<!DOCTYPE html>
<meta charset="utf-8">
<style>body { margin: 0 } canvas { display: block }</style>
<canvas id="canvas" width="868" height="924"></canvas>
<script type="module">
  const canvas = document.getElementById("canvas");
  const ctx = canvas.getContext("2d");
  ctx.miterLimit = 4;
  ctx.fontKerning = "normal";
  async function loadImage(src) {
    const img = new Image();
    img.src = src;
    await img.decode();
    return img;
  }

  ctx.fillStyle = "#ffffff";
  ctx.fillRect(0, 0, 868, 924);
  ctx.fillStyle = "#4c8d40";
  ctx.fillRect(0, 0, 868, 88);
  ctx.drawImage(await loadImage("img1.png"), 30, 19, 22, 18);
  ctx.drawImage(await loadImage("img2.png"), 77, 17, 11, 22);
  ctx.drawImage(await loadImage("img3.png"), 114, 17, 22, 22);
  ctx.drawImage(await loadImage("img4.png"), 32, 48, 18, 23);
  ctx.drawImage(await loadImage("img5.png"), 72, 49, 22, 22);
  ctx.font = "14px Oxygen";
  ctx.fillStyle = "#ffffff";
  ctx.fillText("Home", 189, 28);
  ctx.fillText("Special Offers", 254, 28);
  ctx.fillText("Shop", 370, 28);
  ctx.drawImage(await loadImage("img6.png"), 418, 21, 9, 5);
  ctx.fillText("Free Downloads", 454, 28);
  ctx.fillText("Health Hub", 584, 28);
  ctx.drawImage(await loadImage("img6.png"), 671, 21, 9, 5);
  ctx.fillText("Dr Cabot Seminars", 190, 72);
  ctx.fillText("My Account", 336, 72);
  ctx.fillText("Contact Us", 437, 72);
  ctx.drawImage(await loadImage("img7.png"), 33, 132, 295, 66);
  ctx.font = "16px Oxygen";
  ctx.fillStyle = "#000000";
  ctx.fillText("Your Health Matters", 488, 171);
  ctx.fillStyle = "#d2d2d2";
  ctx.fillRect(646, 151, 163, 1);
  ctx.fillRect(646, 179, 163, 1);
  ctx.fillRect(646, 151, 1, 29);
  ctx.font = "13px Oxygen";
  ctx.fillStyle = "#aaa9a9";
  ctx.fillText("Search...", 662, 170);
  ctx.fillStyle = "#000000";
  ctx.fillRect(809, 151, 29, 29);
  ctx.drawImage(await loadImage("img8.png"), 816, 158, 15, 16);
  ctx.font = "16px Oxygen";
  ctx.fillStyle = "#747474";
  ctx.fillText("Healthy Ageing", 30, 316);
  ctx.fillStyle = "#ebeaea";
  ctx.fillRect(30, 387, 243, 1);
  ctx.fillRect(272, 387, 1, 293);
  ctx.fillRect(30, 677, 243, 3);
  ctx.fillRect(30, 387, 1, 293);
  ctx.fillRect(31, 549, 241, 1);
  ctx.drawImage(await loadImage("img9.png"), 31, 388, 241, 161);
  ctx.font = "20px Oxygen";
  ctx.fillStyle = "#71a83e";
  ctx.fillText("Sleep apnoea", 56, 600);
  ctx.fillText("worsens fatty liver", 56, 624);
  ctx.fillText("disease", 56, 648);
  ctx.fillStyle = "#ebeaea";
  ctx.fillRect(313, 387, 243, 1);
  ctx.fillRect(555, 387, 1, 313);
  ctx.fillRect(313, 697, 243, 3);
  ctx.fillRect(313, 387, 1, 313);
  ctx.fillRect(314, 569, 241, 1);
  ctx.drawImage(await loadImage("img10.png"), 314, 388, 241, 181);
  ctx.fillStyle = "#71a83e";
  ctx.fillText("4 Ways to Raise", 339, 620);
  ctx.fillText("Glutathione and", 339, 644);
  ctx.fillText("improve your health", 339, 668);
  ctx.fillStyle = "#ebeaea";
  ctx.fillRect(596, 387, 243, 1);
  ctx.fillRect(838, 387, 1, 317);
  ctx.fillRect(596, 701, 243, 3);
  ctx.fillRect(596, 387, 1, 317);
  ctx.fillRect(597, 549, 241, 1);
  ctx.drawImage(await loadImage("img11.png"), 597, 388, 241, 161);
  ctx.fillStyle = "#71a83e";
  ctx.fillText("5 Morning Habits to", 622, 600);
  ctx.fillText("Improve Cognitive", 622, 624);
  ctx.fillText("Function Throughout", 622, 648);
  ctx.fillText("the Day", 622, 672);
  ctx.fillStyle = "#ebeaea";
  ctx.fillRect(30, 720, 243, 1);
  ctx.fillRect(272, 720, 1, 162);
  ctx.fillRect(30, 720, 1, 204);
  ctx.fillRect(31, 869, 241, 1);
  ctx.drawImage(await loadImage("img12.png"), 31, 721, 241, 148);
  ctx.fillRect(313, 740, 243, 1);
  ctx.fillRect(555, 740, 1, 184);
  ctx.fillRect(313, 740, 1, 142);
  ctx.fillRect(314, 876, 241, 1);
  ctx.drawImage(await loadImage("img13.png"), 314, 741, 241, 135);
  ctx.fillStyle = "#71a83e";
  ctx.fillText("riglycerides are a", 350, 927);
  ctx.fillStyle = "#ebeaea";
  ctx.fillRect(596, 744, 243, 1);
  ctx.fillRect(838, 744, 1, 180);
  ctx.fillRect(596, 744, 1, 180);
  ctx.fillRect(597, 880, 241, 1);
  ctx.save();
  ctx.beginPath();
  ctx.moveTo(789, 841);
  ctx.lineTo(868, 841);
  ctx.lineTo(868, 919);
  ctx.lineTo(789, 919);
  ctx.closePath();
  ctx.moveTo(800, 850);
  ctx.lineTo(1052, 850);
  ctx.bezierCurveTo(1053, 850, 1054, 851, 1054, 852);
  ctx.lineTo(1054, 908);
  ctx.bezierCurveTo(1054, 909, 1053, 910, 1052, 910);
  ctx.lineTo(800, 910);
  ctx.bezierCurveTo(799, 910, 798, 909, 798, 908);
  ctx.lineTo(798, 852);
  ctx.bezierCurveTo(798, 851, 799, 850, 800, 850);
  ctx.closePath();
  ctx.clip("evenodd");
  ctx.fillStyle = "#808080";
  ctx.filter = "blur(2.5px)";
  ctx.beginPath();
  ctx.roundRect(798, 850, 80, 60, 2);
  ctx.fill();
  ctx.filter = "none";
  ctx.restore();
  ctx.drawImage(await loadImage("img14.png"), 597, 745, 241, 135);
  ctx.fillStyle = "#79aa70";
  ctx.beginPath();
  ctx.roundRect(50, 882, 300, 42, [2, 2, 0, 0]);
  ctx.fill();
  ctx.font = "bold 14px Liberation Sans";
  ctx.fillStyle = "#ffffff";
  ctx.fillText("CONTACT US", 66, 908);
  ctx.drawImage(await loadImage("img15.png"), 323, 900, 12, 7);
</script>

[What is needed]: Reproduce the lines of the records exactly, from the first one through the line that contains "const img = new Image();".

[Answer section]:
<!DOCTYPE html>
<meta charset="utf-8">
<style>body { margin: 0 } canvas { display: block }</style>
<canvas id="canvas" width="868" height="924"></canvas>
<script type="module">
  const canvas = document.getElementById("canvas");
  const ctx = canvas.getContext("2d");
  ctx.miterLimit = 4;
  ctx.fontKerning = "normal";
  async function loadImage(src) {
    const img = new Image();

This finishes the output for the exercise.